Il centrosinistra non può limitarsi ad indicare soluzioni tattiche alle difficoltà attuali: occorre che una sinistra in grado di interpretare la modernità sappia dare al Paese il senso della necessità e dell’utilità di un comune impegno per un’opera riformatrice e di ricostruzione, rivolta allo sviluppo civile, economico e sociale della nostra democrazia, ed improntata alla libertà, all’equità, alla coesione sociale e territoriale. Ed occorre che le forze che realmente intendono rimettere in movimento il Paese sappiano coalizzarsi e conquistarne il consenso su questa scommessa.
Una democrazia nella quale una parte risulti vincente per demeriti, indegnità od incapacità dell’altra, e non perchè la propria capacità di proposta venga ritenuta più adeguata di quella altrui, è una democrazia ammalata, che fatalmente involve verso la stagnazione, ed apre la strada al populismo o alla tecnocrazia. E’ quello che in Italia sta avvenendo dal 1994. Oggi, gli elettori hanno detto di NO a Berlusconi: occorre saper trasformare questa presa di coscienza in un SI ad un progetto ed a un’idea di società.
Per rendere possibile questa prospettiva, continuo a ritenere che, come si indicò nel 2008 nelle premesse alla costituzione di Alleanza Lib-Lab, sia necessaria la presenza nel centrosinistra di una forza politica autonoma e fondata sull’incontro “della tradizione laica e democratica, della liberaldemocrazia, del socialismo liberale”.

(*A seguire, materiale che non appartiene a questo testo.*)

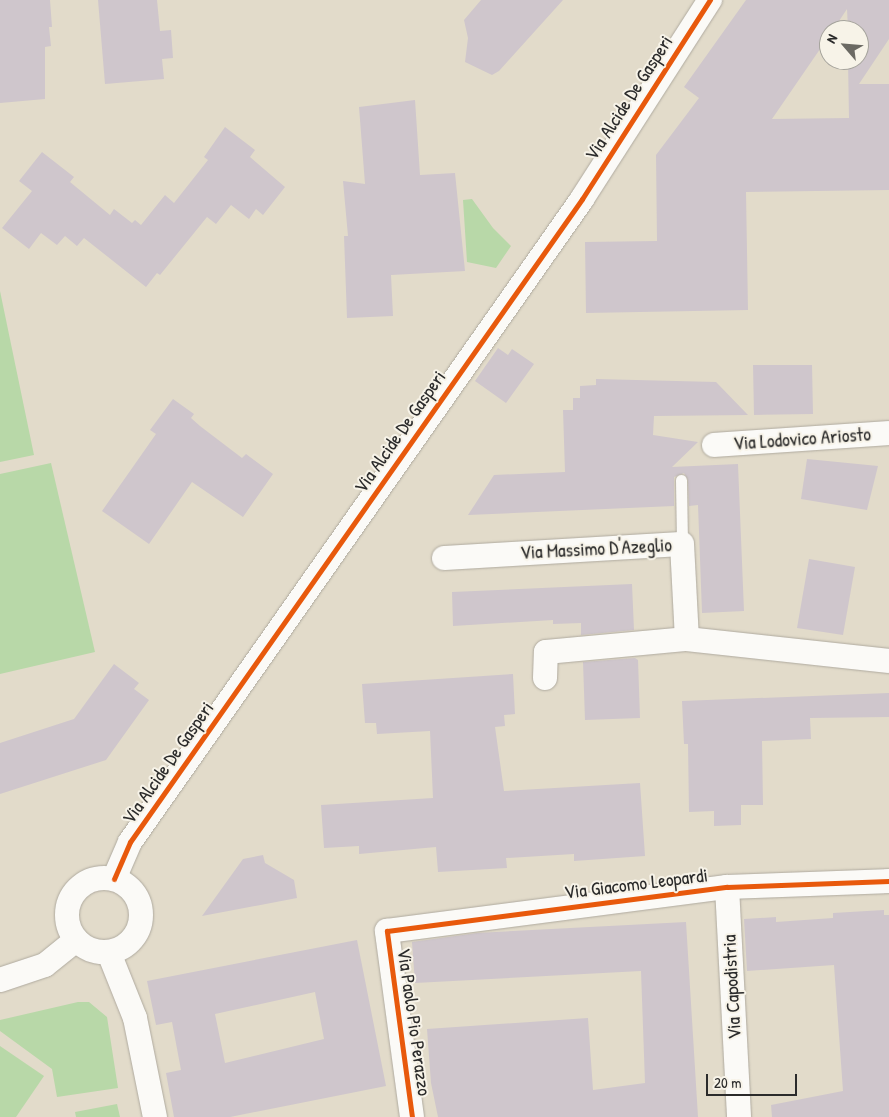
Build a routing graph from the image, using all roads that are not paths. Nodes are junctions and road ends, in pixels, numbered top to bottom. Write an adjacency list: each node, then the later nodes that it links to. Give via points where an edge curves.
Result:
1 (710, 0): 10 (street, Via Alcide De Gasperi, via 582,199 130,842)
2 (889, 433): 3 (street, Via Lodovico Ariosto)
3 (714, 445)
4 (681, 480): 5 (lane)
5 (682, 544): 6 (street, Via Massimo D'Azeglio); 7 (street, Via Massimo D'Azeglio)
6 (444, 558)
7 (687, 639): 8 (street); 9 (street, via 546,652)
8 (889, 662)
9 (545, 678)
10 (114, 879): 14 (street, via 90,880 72,895 66,918); 15 (street, via 135,894 141,918 131,941)
11 (889, 881): 12 (street, Via Giacomo Leopardi)
12 (726, 887): 13 (street, Via Giacomo Leopardi); 19 (street, Via Capodistria)
13 (387, 931): 18 (street, Via Paolo Pio Perazzo)
14 (76, 940): 15 (street, via 96,952); 16 (street, via 45,965)
15 (109, 953): 17 (street, via 135,1018)
16 (0, 980)
17 (155, 1117)
18 (412, 1117)
19 (739, 1117)

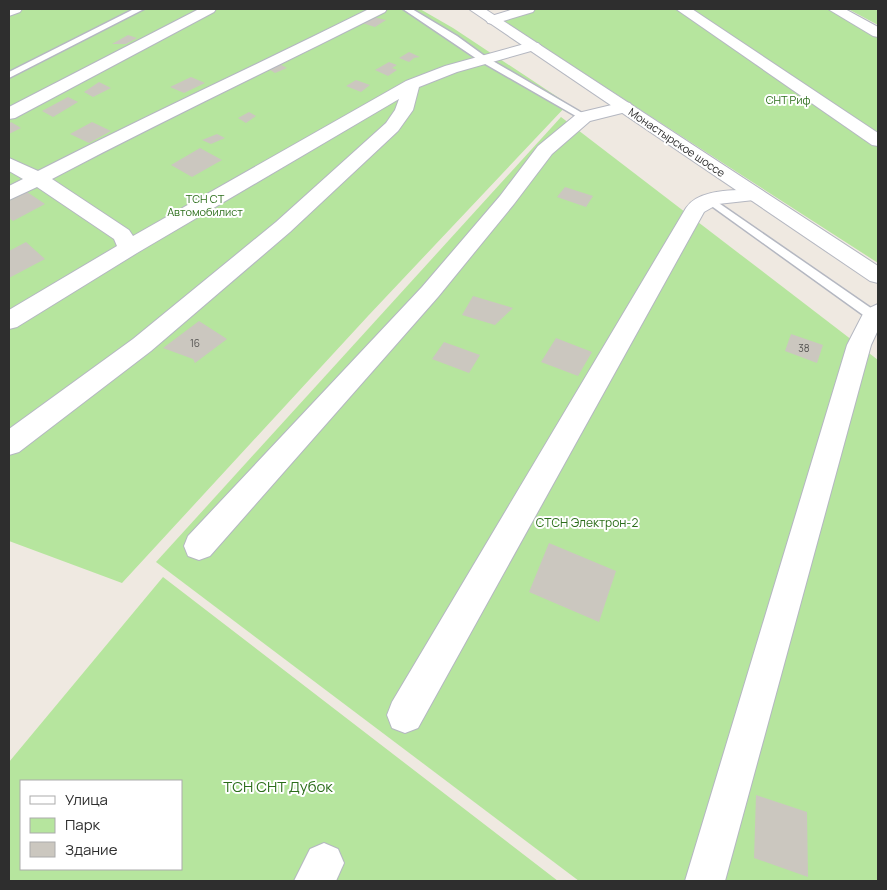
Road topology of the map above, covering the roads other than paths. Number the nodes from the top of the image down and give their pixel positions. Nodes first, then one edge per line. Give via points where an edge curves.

Oggi questa prospettiva è resa concretamente resa possibile dai rapporti che si sono stabiliti, e che si vanno consolidando, tra il PSI ed una parte del mondo liberale, laico e liberalsocialista che fa capo, appunto, ad Alleanza Lib-Lab, tra cui non pochi dei firmatari dell’appello liberale al voto per Pisapia. E’ questione di volerlo fare.